Second, though, and more importantly, we want to foster broad interdisciplinary discussions. We hope these will persist beyond Wednesday.

It’s my experience in recent years that we – I speak here most directly for myself and a few colleagues, but I believe this applies to many more – have increasing motivation to do interdisciplinary research projects. Our ability to do them is limited, though, by the fact that we don’t know our colleagues in the relevant “other” disciplines well enough. Or maybe we know them personally, but don’t really understand what they do well enough to be able to design an effective collaboration quickly – which is often what we end up doing, for example, under the pressure of a call for proposals. We need to go beyond this kind of deadline-driven activity if we really want the whole to exceed the sum of the parts.
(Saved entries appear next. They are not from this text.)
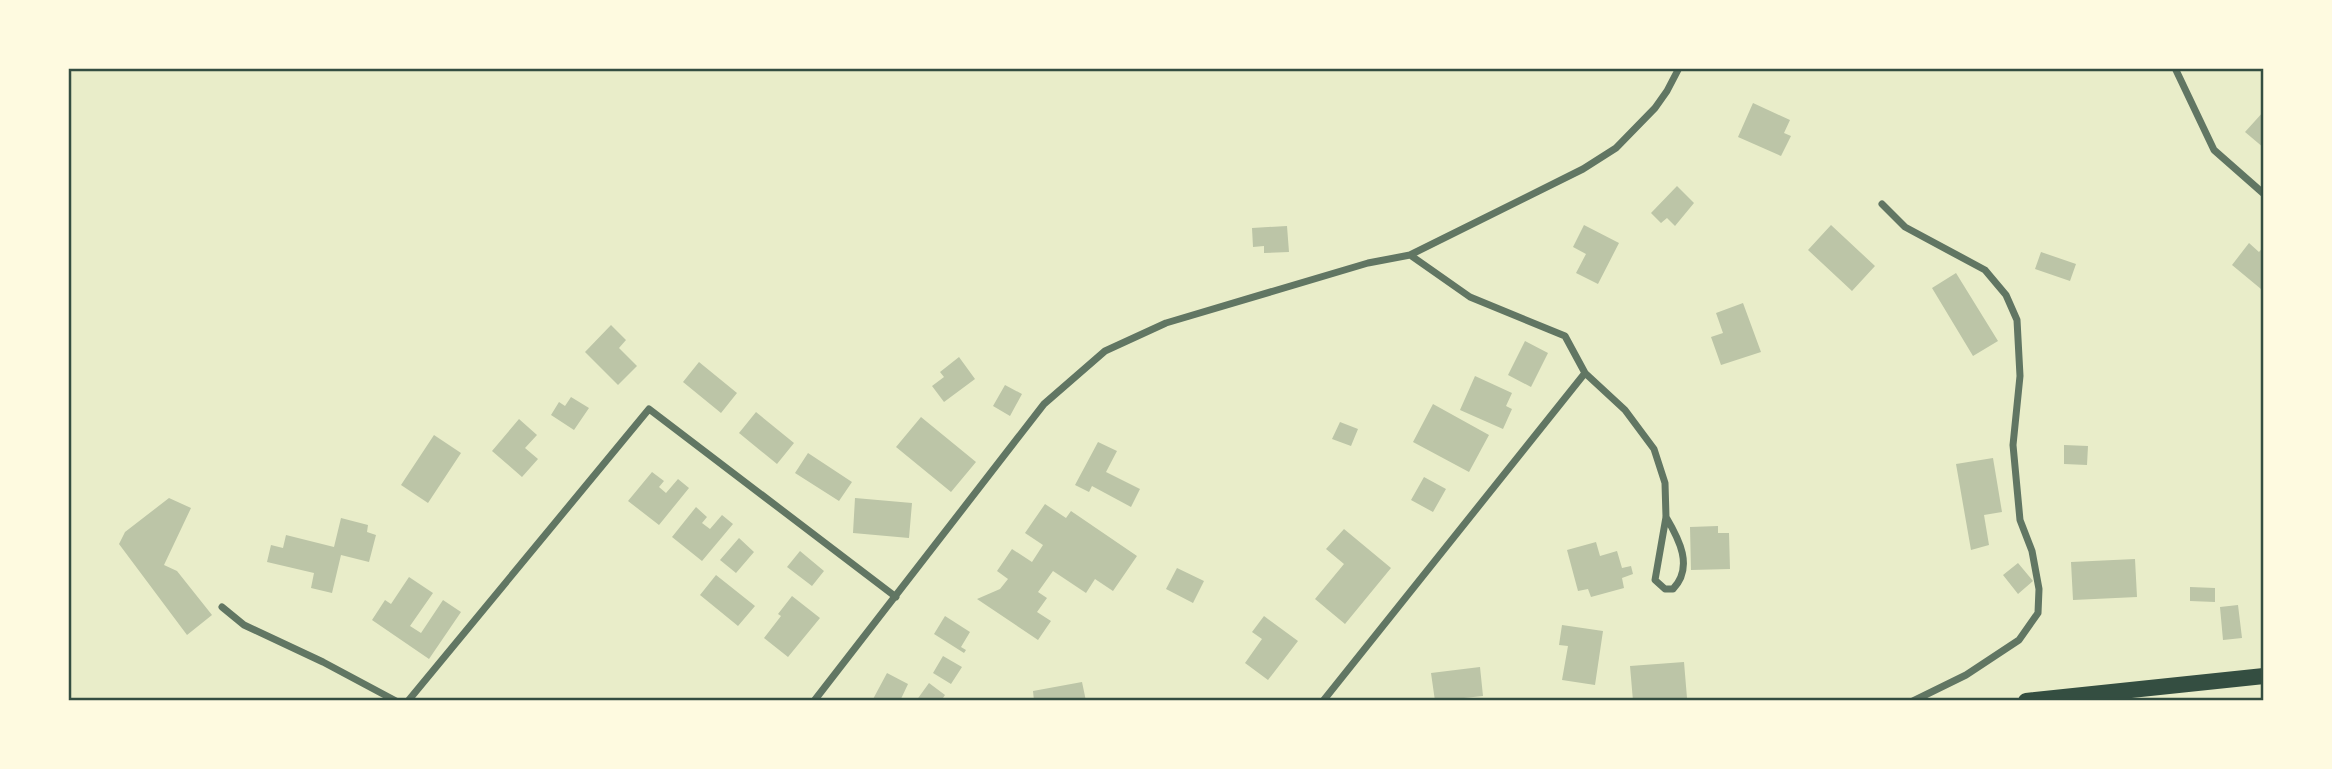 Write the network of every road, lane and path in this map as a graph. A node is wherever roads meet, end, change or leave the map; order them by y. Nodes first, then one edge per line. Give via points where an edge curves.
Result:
1 (1679, 68) edge
2 (2175, 68) edge
3 (2264, 194) edge
4 (1882, 204) dead end
5 (1410, 255) junction
6 (1585, 373) junction
7 (1666, 517) junction
8 (896, 597) junction
9 (222, 607) dead end
10 (2264, 676) edge
11 (396, 701) edge
12 (408, 701) edge
13 (814, 701) edge
14 (1323, 701) edge
15 (1913, 701) edge
16 (2026, 701) edge

1 - 5 street via 1655,108 1616,148
2 - 3 street via 2214,150
4 - 15 street via 1905,227 1985,270 2007,295 2017,320 2020,376 2013,445 2020,520 2039,589 2038,613 2020,640 1966,675
5 - 6 street via 1470,296 1565,336
5 - 8 street via 1368,263 1166,323 1105,351 1044,404
6 - 7 street via 1625,410 1654,449 1665,483
6 - 14 street
7 - 7 street via 1681,544 1684,569 1674,589 1665,589 1655,579
8 - 12 street via 649,409
8 - 13 street
9 - 11 street via 244,625
10 - 16 main road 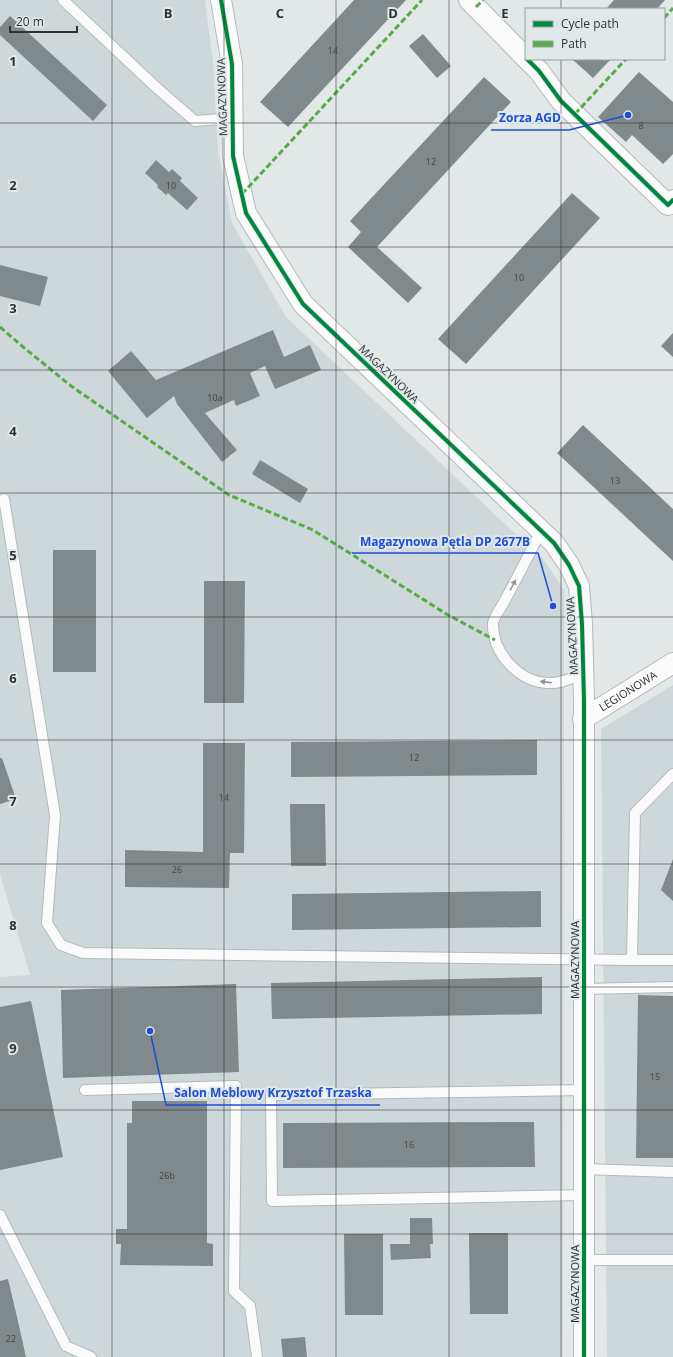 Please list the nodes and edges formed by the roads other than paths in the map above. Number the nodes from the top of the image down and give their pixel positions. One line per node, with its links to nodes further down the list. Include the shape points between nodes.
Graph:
1 (63, 0): 6 (lane, via 195,121)
2 (221, 0): 6 (street, MAGAZYNOWA, via 232,64)
3 (469, 0): 4 (street)
4 (525, 56)
5 (529, 60): 7 (street, via 561,101 668,205)
6 (233, 118): 9 (street, MAGAZYNOWA, via 233,156 246,213 303,304)
7 (673, 200)
8 (4, 499): 14 (lane, via 55,815 46,924 62,945 83,953)
9 (541, 531): 11 (street, MAGAZYNOWA, via 554,543 579,586); 11 (lane, one-way to 9, via 559,682 547,683 530,679 515,669 503,656 495,640 493,622)
10 (673, 663): 12 (street, LEGIONOWA)
11 (583, 674): 12 (street, MAGAZYNOWA)
12 (583, 719): 14 (street, MAGAZYNOWA)
13 (673, 774): 15 (lane, via 636,813)
14 (584, 959): 15 (lane); 18 (street, MAGAZYNOWA)
15 (632, 960): 16 (lane)
16 (673, 960)
17 (673, 987): 18 (lane)
18 (584, 989): 20 (street, MAGAZYNOWA)
19 (85, 1090): 28 (lane, via 236,1086 234,1291 250,1306)
20 (584, 1090): 21 (street, MAGAZYNOWA); 23 (lane, via 271,1096 272,1201)
21 (584, 1169): 22 (lane); 23 (street, MAGAZYNOWA)
22 (673, 1172)
23 (584, 1195): 25 (street, MAGAZYNOWA)
24 (0, 1215): 27 (lane, via 66,1346)
25 (584, 1260): 26 (lane); 29 (street, MAGAZYNOWA)
26 (673, 1260)
27 (91, 1357)
28 (257, 1357)
29 (584, 1357) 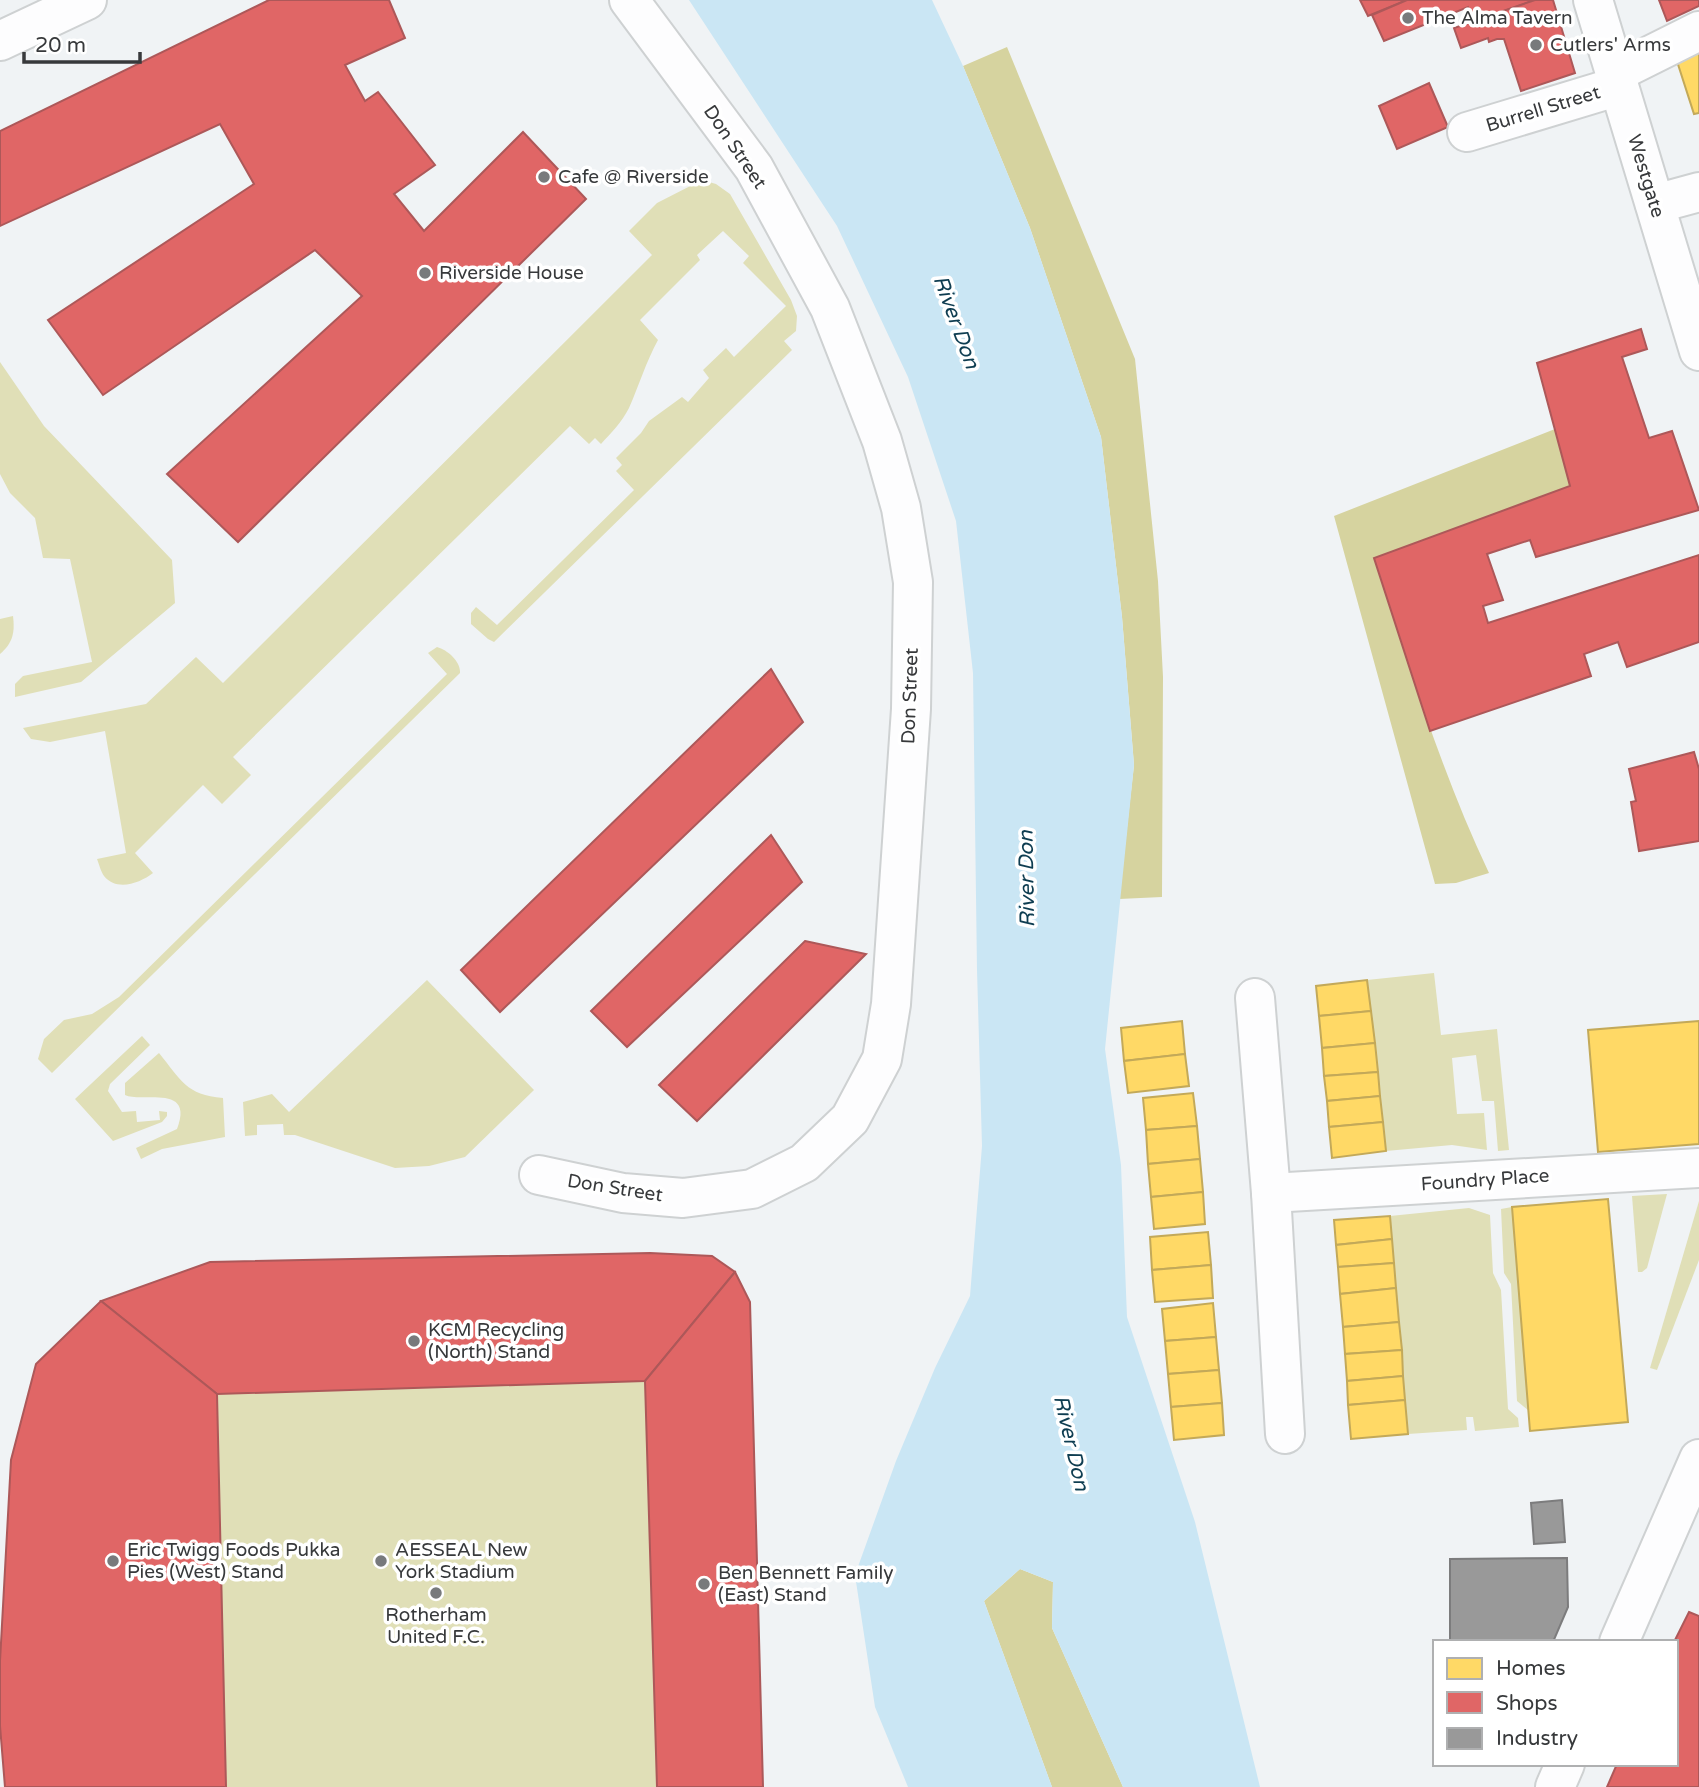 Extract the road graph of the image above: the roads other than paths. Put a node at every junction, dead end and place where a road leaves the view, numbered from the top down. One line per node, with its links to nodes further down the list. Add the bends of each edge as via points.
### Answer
1 (87, 0): 5 (street)
2 (629, 0): 13 (street, Don Street, via 754,168 830,308 882,441 901,508 913,582 911,709 891,1004 882,1059 850,1119 804,1163 752,1189 683,1198 624,1193)
3 (1593, 0): 6 (street, Westgate)
4 (1699, 31): 6 (street, Burrell Street)
5 (0, 41)
6 (1617, 79): 7 (street, Burrell Street); 9 (street, Westgate)
7 (1468, 132)
8 (1699, 192): 9 (street)
9 (1655, 204): 10 (street, Westgate)
10 (1699, 351)
11 (1255, 998): 14 (street)
12 (1699, 1168): 14 (street, Foundry Place)
13 (539, 1175)
14 (1271, 1193): 15 (street)
15 (1285, 1434)
16 (1699, 1459): 17 (street)
17 (1620, 1640)
18 (1564, 1766): 19 (street)
19 (1555, 1787)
Assessing and responding to the risks posed to society by extreme weather and climate is a complex undertaking. Columbia has prodigious intellectual resources that are relevant to this challenge, but to make the most of them, we need to put the pieces together via sustained discussion over time. This is easier said than done, given how busy everyone is. My hope is that the Initiative can help, by facilitating conversations that would not happen otherwise. Our kickoff event two months ago was an announcement that we would be doing this soon. The workshop this week is our first large-scale attempt at actually doing it.